I’ve covered this house before, noting how scary it must be for them to have that bulbous, steroidal Victorian breathing down its neck. Click to see how it looked with shutters.
This street is Teardown Central of Kirkwood, so when this unassuming ranch went up for sale, I was deeply worried. Luckily, someone bought it and obviously intend to keep it, because a sign for the painting contractor is in the yard, and that’s a fresh coat of gray on the brick.
Considering that all of the shutters are resting neatly by their intended, I’m guessing the shutters are going back up. But I want to ask the new owners, “Seriously, does the house look all that bad without them? Maybe live without them for a month and see how you feel about mussing up the new paint job?”
I was overcome with the overwhelming urge to steal the shutters; throw them in the trunk of my car and speed off. But this is Kirkwood, so there’s lots of eyes on the street, and that would be a criminal activity that could land my butt in jail. And as much as I loathe shutters, I couldn’t face being permanently branded as an illogical lunatic. I realized my argument about most shutters being illogical just wouldn’t hold up in court, so I just drove away.
RELATED
Shutters – Why?
That’s the old Granite City Savings and Loan building in downtown Granite. I remember the rotating time-and-temperature sign they had there, as any number of banks had back in the 60s and 70s, when I grew up in GC.
I agree, why put the shutters on there? Has anyone gone in to ask why? And if so, what was the reaction?
In the event a hurricane blows through, I would like to watch Jim shutter his windows with those rather thin bits of wood or poly.
Toby, shutters are appropriate to the house in Kirkwood. The shutters are even functional there, making them very respectful and probably original. I hope they go back up!
I really like the idea of the Shutter Liberation Army. Sign me up for the Colorado Corps.
My shutter pet peeve post:
http://mgerwing.wordpress.com/2010/07/02/shutters-architects-pet-peeve-no-8/
Not long after your other shutter post, my 14 year old son and I were walking our UCity neighborhood and he said several things that pleased me to no end. He commented on how all of our houses at least looked different from one another, even if the floorplans were really the same among some of them. He made teen-like but insightful comments about how door and window openings need to be the right size for the size and style of the house.
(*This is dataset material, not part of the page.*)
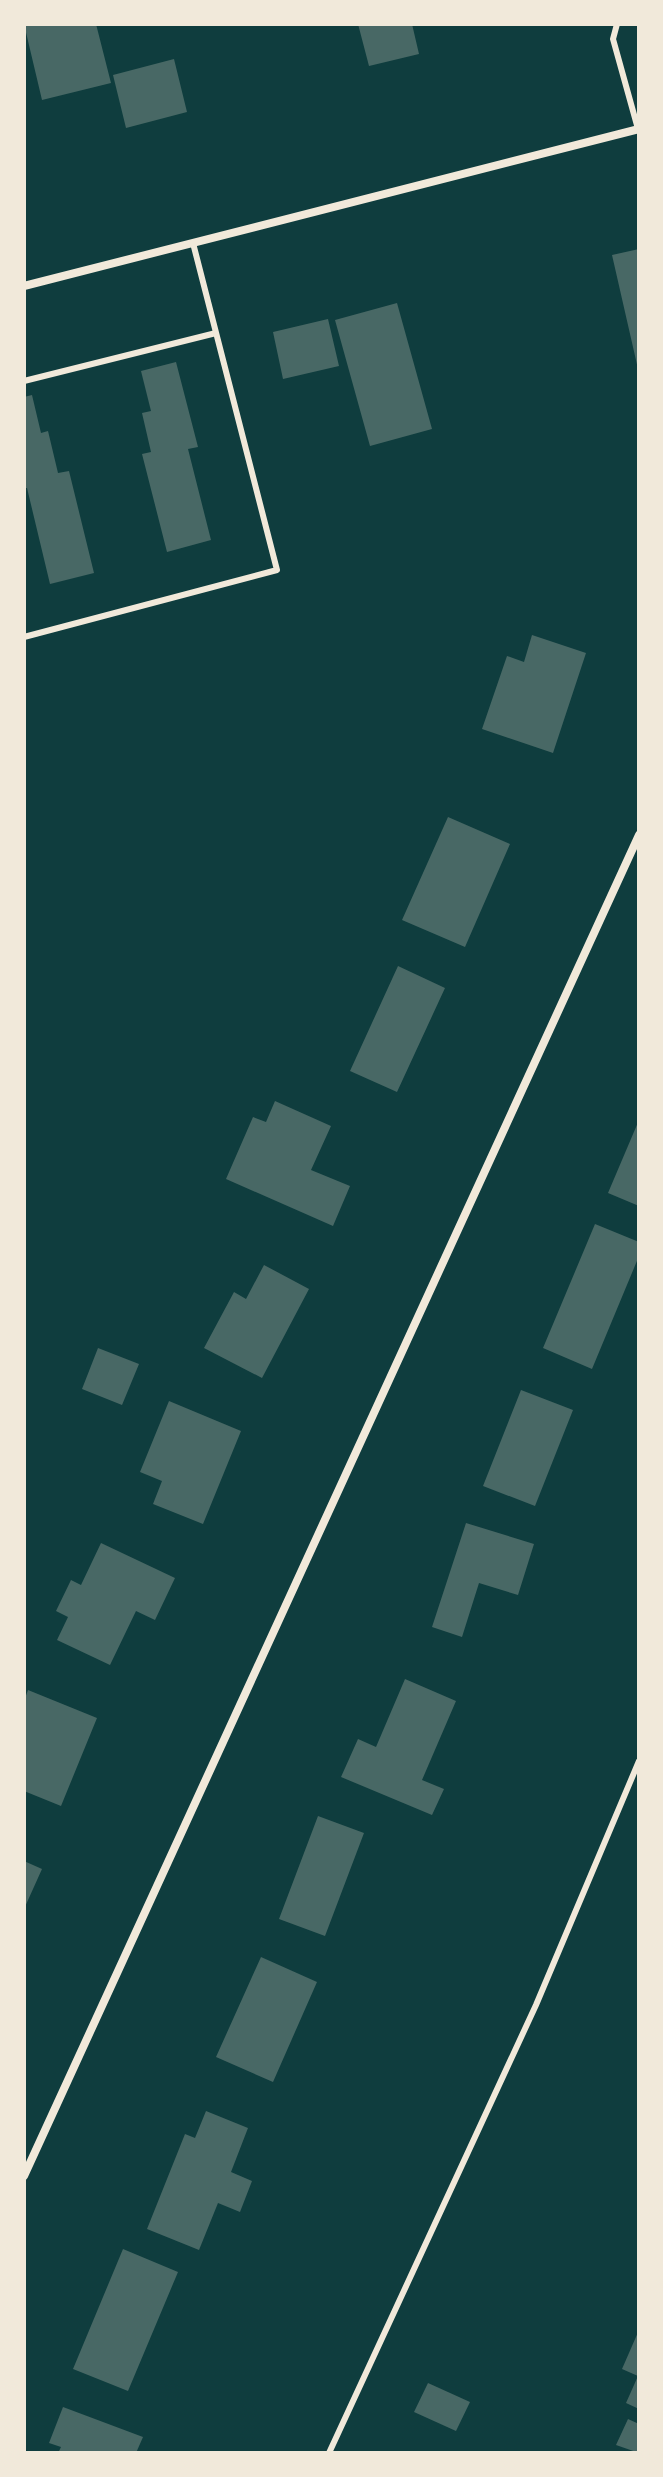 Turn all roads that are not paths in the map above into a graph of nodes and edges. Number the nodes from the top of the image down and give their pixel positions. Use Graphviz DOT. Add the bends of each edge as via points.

But the best was this: “Mom, if shutters were originally for closing the outside of the windows, how come people put up shutters that don’t look like they’d work?” And yes, he referenced a house with too-small decorative shutters. I couldn’t explain. Tough questions from a teenager.
Do it Toby. Do it. start the Shutter Liberation Army.
first we’ll kidnap somebody and get them to do the dirty work.
I think the owners (of both the shop and the house) should be made aware of your feelings. It can’t hurt. Can it? You may provide a public service we would all benefit from.